Many features of the world of tiers appear to be drawn from early cosmological ideas and mythologies. The structure of the world of tiers, with a central mountain or tower which the sun passes behind at night is equivalent to early Babylonian and Egyptian cosmological theories. The placement of the Lord's palace at the highest level of the world is reminiscent of the home of the gods atop Mount Olympus. The lord Jadawin uses
intelligent ravens that roam across the world, observing, carrying messages, and reporting back to him,
much like Odin in Norse mythology (See Hugin and Munin. Notice also the similarity in the names Odin and Jadawin.)

The moon of the world of tiers is modelled after Barsoom, from Edgar Rice Burroughs' novels, a homage which Farmer openly admits in the third book of the series.

The novels are at least in part a vehicle to represent mythological character archetypes. Robert Wolff is a heroic character who primarily overcomes obstacles by using strength (physical and mental) to confront the Thoans. By contrast, the character of Kickaha is a trickster, who avoids the affairs of the god-like Thoans wherever possible, and who survives and defeats his enemies by cunning, trickery and skill.

The central concept of the series is the existence of arrogant beings who possess awesome powers (as a result of technology) and use these powers to play the role of gods. They are able to travel from place to place almost instantaneously by using gates to teleport from one location or universe to another. This is extremely similar to several central concepts in the fictitious Stargate universe, although there is currently no suggestion that Stargate copied these ideas from the World of Tiers stories.

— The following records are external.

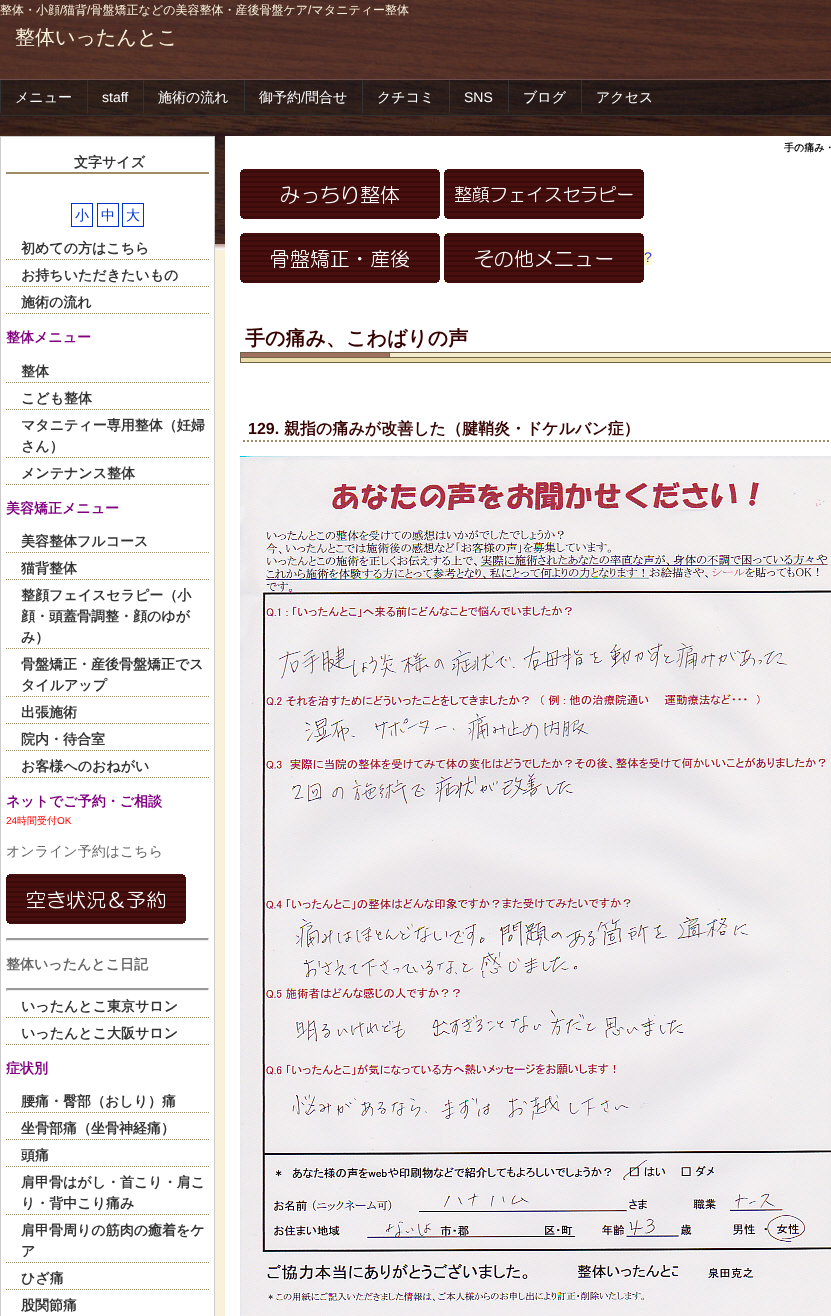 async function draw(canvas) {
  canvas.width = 831
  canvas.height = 1316
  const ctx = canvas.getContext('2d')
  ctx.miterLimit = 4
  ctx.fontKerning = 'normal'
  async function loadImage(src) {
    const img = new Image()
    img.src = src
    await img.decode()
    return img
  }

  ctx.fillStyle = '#fff'
  ctx.fillRect(0, 0, 831, 1316)
  ctx.drawImage(await loadImage('image0.png'), 0, 0, 831, 19)
  ctx.font = '500 12px WenQuanYi Zen Hei'
  ctx.fillStyle = '#f9f1da'
  ctx.fillText('整体・小顔', 0, 14)
  ctx.font = '12px Liberation Sans'
  ctx.fillText('/', 60, 14)
  ctx.font = '500 12px WenQuanYi Zen Hei'
  ctx.fillText('猫背 骨盤矯正などの美容整体・産後骨盤ケア マタニティー整体', 63, 14)
  ctx.font = '12px Liberation Sans'
  ctx.fillText('/', 87, 14)
  ctx.fillText('/', 308, 14)
  ctx.fillRect(215, 250, 10, 1066)
  ctx.drawImage(await loadImage('image1.png'), 0, 116, 831, 134)
  ctx.drawImage(await loadImage('image2.png'), 0, 19, 831, 60)
  ctx.font = '500 20px WenQuanYi Zen Hei'
  ctx.fillText('整体いったんとこ', 15, 44)
  ctx.drawImage(await loadImage('image3.png'), 0, 80, 831, 35)
  ctx.fillStyle = '#6e4e4e'
  ctx.fillRect(0, 79, 831, 1)
  ctx.fillStyle = '#2f2f2f'
  ctx.fillRect(0, 115, 831, 1)
  ctx.fillStyle = '#333'
  ctx.fillRect(0, 80, 1, 33)
  ctx.font = '500 14px WenQuanYi Zen Hei'
  ctx.fillStyle = '#fff'
  ctx.fillText('メニュー', 15, 102)
  ctx.fillStyle = '#333'
  ctx.fillRect(87, 80, 1, 33)
  ctx.font = '14px Liberation Sans'
  ctx.fillStyle = '#fff'
  ctx.fillText('staff', 102, 102)
  ctx.fillStyle = '#333'
  ctx.fillRect(143, 80, 1, 33)
  ctx.font = '500 14px WenQuanYi Zen Hei'
  ctx.fillStyle = '#fff'
  ctx.fillText('施術の流れ', 158, 102)
  ctx.fillStyle = '#333'
  ctx.fillRect(244, 80, 1, 33)
  ctx.fillStyle = '#fff'
  ctx.fillText('御予約', 259, 102)
  ctx.font = '14px Liberation Sans'
  ctx.fillText('/', 301, 102)
  ctx.font = '500 14px WenQuanYi Zen Hei'
  ctx.fillText('問合せ', 305, 102)
  ctx.fillStyle = '#333'
  ctx.fillRect(362, 80, 1, 33)
  ctx.fillStyle = '#fff'
  ctx.fillText('クチコミ', 377, 102)
  ctx.fillStyle = '#333'
  ctx.fillRect(449, 80, 1, 33)
  ctx.font = '14px Liberation Sans'
  ctx.fillStyle = '#fff'
  ctx.fillText('SNS', 464, 102)
  ctx.fillStyle = '#333'
  ctx.fillRect(508, 80, 1, 33)
  ctx.font = '500 14px WenQuanYi Zen Hei'
  ctx.fillStyle = '#fff'
  ctx.fillText('ブログ', 523, 102)
  ctx.fillStyle = '#333'
  ctx.fillRect(581, 80, 1, 33)
  ctx.fillStyle = '#fff'
  ctx.fillText('アクセス', 596, 102)
  ctx.fillRect(1, 137, 213, 113)
  ctx.strokeStyle = '#ccc'
  ctx.strokeRect(0.5, 136.5, 214, 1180)
  ctx.fillStyle = '#9f8c67'
  ctx.fillRect(6, 172, 203, 2)
  ctx.font = 'bold 14px WenQuanYi Zen Hei'
  ctx.fillStyle = '#333'
  ctx.fillText('文字サイズ', 74, 167)
  ctx.strokeStyle = '#03c'
  ctx.strokeRect(71.5, 203.5, 21, 23)
  ctx.font = '500 14px WenQuanYi Zen Hei'
  ctx.fillStyle = '#03c'
  ctx.fillText('小', 75, 220)
  ctx.strokeRect(97.5, 203.5, 21, 23)
  ctx.fillText('中', 101, 220)
  ctx.strokeRect(122.5, 203.5, 21, 23)
  ctx.fillText('大', 126, 220)
  ctx.beginPath()
  ctx.moveTo(6, 259.5)
  ctx.lineTo(209, 259.5)
  ctx.strokeStyle = '#9d8a66'
  ctx.setLineDash([1, 1])
  ctx.stroke()
  ctx.font = 'bold 14px WenQuanYi Zen Hei'
  ctx.fillStyle = '#333'
  ctx.fillText('初めての方はこちら', 21, 253)
  ctx.beginPath()
  ctx.moveTo(6, 286.5)
  ctx.lineTo(209, 286.5)
  ctx.stroke()
  ctx.fillText('お持ちいただきたいもの', 21, 280)
  ctx.beginPath()
  ctx.moveTo(6, 313.5)
  ctx.lineTo(209, 313.5)
  ctx.stroke()
  ctx.fillText('施術の流れ', 21, 307)
  ctx.fillStyle = '#800080'
  ctx.fillText('整体メニュー', 6, 342)
  ctx.beginPath()
  ctx.moveTo(6, 382.5)
  ctx.lineTo(209, 382.5)
  ctx.stroke()
  ctx.fillStyle = '#333'
  ctx.fillText('整体', 21, 376)
  ctx.beginPath()
  ctx.moveTo(6, 409.5)
  ctx.lineTo(209, 409.5)
  ctx.stroke()
  ctx.fillText('こども整体', 21, 403)
  ctx.beginPath()
  ctx.moveTo(6, 457.5)
  ctx.lineTo(209, 457.5)
  ctx.stroke()
  ctx.fillText('マタニティー専用整体（妊婦', 21, 430)
  ctx.fillText('さん）', 21, 451)
  ctx.beginPath()
  ctx.moveTo(6, 484.5)
  ctx.lineTo(209, 484.5)
  ctx.stroke()
  ctx.fillText('メンテナンス整体', 21, 478)
  ctx.fillStyle = '#800080'
  ctx.fillText('美容矯正メニュー', 6, 513)
  ctx.beginPath()
  ctx.moveTo(6, 552.5)
  ctx.lineTo(209, 552.5)
  ctx.stroke()
  ctx.fillStyle = '#333'
  ctx.fillText('美容整体フルコース', 21, 546)
  ctx.beginPath()
  ctx.moveTo(6, 579.5)
  ctx.lineTo(209, 579.5)
  ctx.stroke()
  ctx.fillText('猫背整体', 21, 573)
  ctx.beginPath()
  ctx.moveTo(6, 648.5)
  ctx.lineTo(209, 648.5)
  ctx.stroke()
  ctx.fillText('整顔フェイスセラピー（小', 21, 600)
  ctx.fillText('顔・頭蓋骨調整・顔のゆが', 21, 621)
  ctx.fillText('み）', 21, 642)
  ctx.beginPath()
  ctx.moveTo(6, 696.5)
  ctx.lineTo(209, 696.5)
  ctx.stroke()
  ctx.fillText('骨盤矯正・産後骨盤矯正でス', 21, 669)
  ctx.fillText('タイルアップ', 21, 690)
  ctx.beginPath()
  ctx.moveTo(6, 723.5)
  ctx.lineTo(209, 723.5)
  ctx.stroke()
  ctx.fillText('出張施術', 21, 717)
  ctx.beginPath()
  ctx.moveTo(6, 750.5)
  ctx.lineTo(209, 750.5)
  ctx.stroke()
  ctx.fillText('院内・待合室', 21, 744)
  ctx.beginPath()
  ctx.moveTo(6, 777.5)
  ctx.lineTo(209, 777.5)
  ctx.stroke()
  ctx.fillText('お客様へのおねがい', 21, 771)
  ctx.fillStyle = '#800080'
  ctx.fillText('ネットでご予約・ご相談', 6, 806)
  ctx.font = '10px Liberation Sans'
  ctx.fillStyle = '#f00'
  ctx.fillText('24', 6, 824)
  ctx.font = '500 10px WenQuanYi Zen Hei'
  ctx.fillText('時間受付', 17, 824)
  ctx.font = '10px Liberation Sans'
  ctx.fillText('OK', 57, 824)
  ctx.font = '500 14px WenQuanYi Zen Hei'
  ctx.fillStyle = '#666'
  ctx.fillText('オンライン予約はこちら', 6, 856)
  ctx.drawImage(await loadImage('image4.png'), 6, 874, 180, 50)
  ctx.fillStyle = '#999'
  ctx.beginPath()
  ctx.moveTo(6, 938)
  ctx.lineTo(209, 938)
  ctx.lineTo(208, 940)
  ctx.lineTo(7, 940)
  ctx.closePath()
  ctx.fill()
  ctx.fillStyle = '#eee'
  ctx.beginPath()
  ctx.moveTo(209, 938)
  ctx.lineTo(209, 941)
  ctx.lineTo(208, 940)
  ctx.closePath()
  ctx.fill()
  ctx.fillRect(6, 940, 203, 1)
  ctx.fillStyle = '#9f9f9f'
  ctx.beginPath()
  ctx.moveTo(6, 941)
  ctx.lineTo(6, 938)
  ctx.lineTo(7, 940)
  ctx.closePath()
  ctx.fill()
  ctx.font = 'bold 14px WenQuanYi Zen Hei'
  ctx.fillStyle = '#666'
  ctx.fillText('整体いったんとこ日記', 6, 969)
  ctx.fillStyle = '#999'
  ctx.beginPath()
  ctx.moveTo(6, 988)
  ctx.lineTo(209, 988)
  ctx.lineTo(208, 990)
  ctx.lineTo(7, 990)
  ctx.closePath()
  ctx.fill()
  ctx.fillStyle = '#eee'
  ctx.beginPath()
  ctx.moveTo(209, 988)
  ctx.lineTo(209, 991)
  ctx.lineTo(208, 990)
  ctx.closePath()
  ctx.fill()
  ctx.fillRect(6, 990, 203, 1)
  ctx.fillStyle = '#9f9f9f'
  ctx.beginPath()
  ctx.moveTo(6, 991)
  ctx.lineTo(6, 988)
  ctx.lineTo(7, 990)
  ctx.closePath()
  ctx.fill()
  ctx.beginPath()
  ctx.moveTo(6, 1017.5)
  ctx.lineTo(209, 1017.5)
  ctx.stroke()
  ctx.fillStyle = '#333'
  ctx.fillText('いったんとこ東京サロン', 21, 1011)
  ctx.beginPath()
  ctx.moveTo(6, 1044.5)
  ctx.lineTo(209, 1044.5)
  ctx.stroke()
  ctx.fillText('いったんとこ大阪サロン', 21, 1038)
  ctx.fillStyle = '#800080'
  ctx.fillText('症状別', 6, 1073)
  ctx.beginPath()
  ctx.moveTo(6, 1112.5)
  ctx.lineTo(209, 1112.5)
  ctx.stroke()
  ctx.fillStyle = '#333'
  ctx.fillText('腰痛・臀部（おしり）痛', 21, 1106)
  ctx.beginPath()
  ctx.moveTo(6, 1139.5)
  ctx.lineTo(209, 1139.5)
  ctx.stroke()
  ctx.fillText('坐骨部痛（坐骨神経痛）', 21, 1133)
  ctx.beginPath()
  ctx.moveTo(6, 1166.5)
  ctx.lineTo(209, 1166.5)
  ctx.stroke()
  ctx.fillText('頭痛', 21, 1160)
  ctx.beginPath()
  ctx.moveTo(6, 1214.5)
  ctx.lineTo(209, 1214.5)
  ctx.stroke()
  ctx.fillText('肩甲骨はがし・首こり・肩こ', 21, 1187)
  ctx.fillText('り・背中こり痛み', 21, 1208)
  ctx.beginPath()
  ctx.moveTo(6, 1262.5)
  ctx.lineTo(209, 1262.5)
  ctx.stroke()
  ctx.fillText('肩甲骨周りの筋肉の癒着をケ', 21, 1235)
  ctx.fillText('ア', 21, 1256)
  ctx.beginPath()
  ctx.moveTo(6, 1289.5)
  ctx.lineTo(209, 1289.5)
  ctx.stroke()
  ctx.fillText('ひざ痛', 21, 1283)
  ctx.fillText('股関節痛', 21, 1310)
  ctx.fillStyle = '#fff'
  ctx.fillRect(225, 136, 606, 114)
  ctx.font = 'bold 10px WenQuanYi Zen Hei'
  ctx.fillStyle = '#000'
  ctx.fillText('手の痛み・', 784, 151)
  ctx.drawImage(await loadImage('image5.png'), 240, 169, 200, 50)
  ctx.drawImage(await loadImage('image6.png'), 444, 169, 200, 50)
  ctx.drawImage(await loadImage('image7.png'), 240, 233, 200, 50)
  ctx.fillStyle = '#fffacc'
  ctx.fillRect(444, 233, 200, 50)
  ctx.drawImage(await loadImage('image8.png'), 444, 233, 200, 50)
  ctx.fillRect(644, 249, 8, 16)
  ctx.font = '14px Liberation Sans'
  ctx.fillStyle = '#33f'
  ctx.fillText('?', 644, 262)
  ctx.drawImage(await loadImage('image9.png'), 240, 352, 591, 11)
  ctx.font = 'bold 20px WenQuanYi Zen Hei'
  ctx.fillStyle = '#350000'
  ctx.fillText('手の痛み、こわばりの声', 245, 345)
  ctx.beginPath()
  ctx.moveTo(243, 441)
  ctx.lineTo(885, 441)
  ctx.strokeStyle = '#9f8c67'
  ctx.lineWidth = 2
  ctx.setLineDash([2, 2])
  ctx.stroke()
  ctx.font = 'bold 16px Liberation Sans'
  ctx.fillText('129.', 248, 434)
  ctx.font = 'bold 16px WenQuanYi Zen Hei'
  ctx.fillText('親指の痛みが改善した（腱鞘炎・ドケルバン症）', 284, 434)
  ctx.drawImage(await loadImage('image10.png'), 240, 456, 591, 860)
}

draw(document.querySelector('canvas'))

The overall setting: a family of feuding dimension hopping immortal lords, as well as the specific plot of the first book: wherein an amnesiac immortal lord must travel from Earth to another dimension to regain his powers, bears striking similarities to Roger Zelazny's Amber series. Indeed, Zelazny himself has acknowledged that in writing Nine Princes in Amber he drew inspiration from the World of Tiers.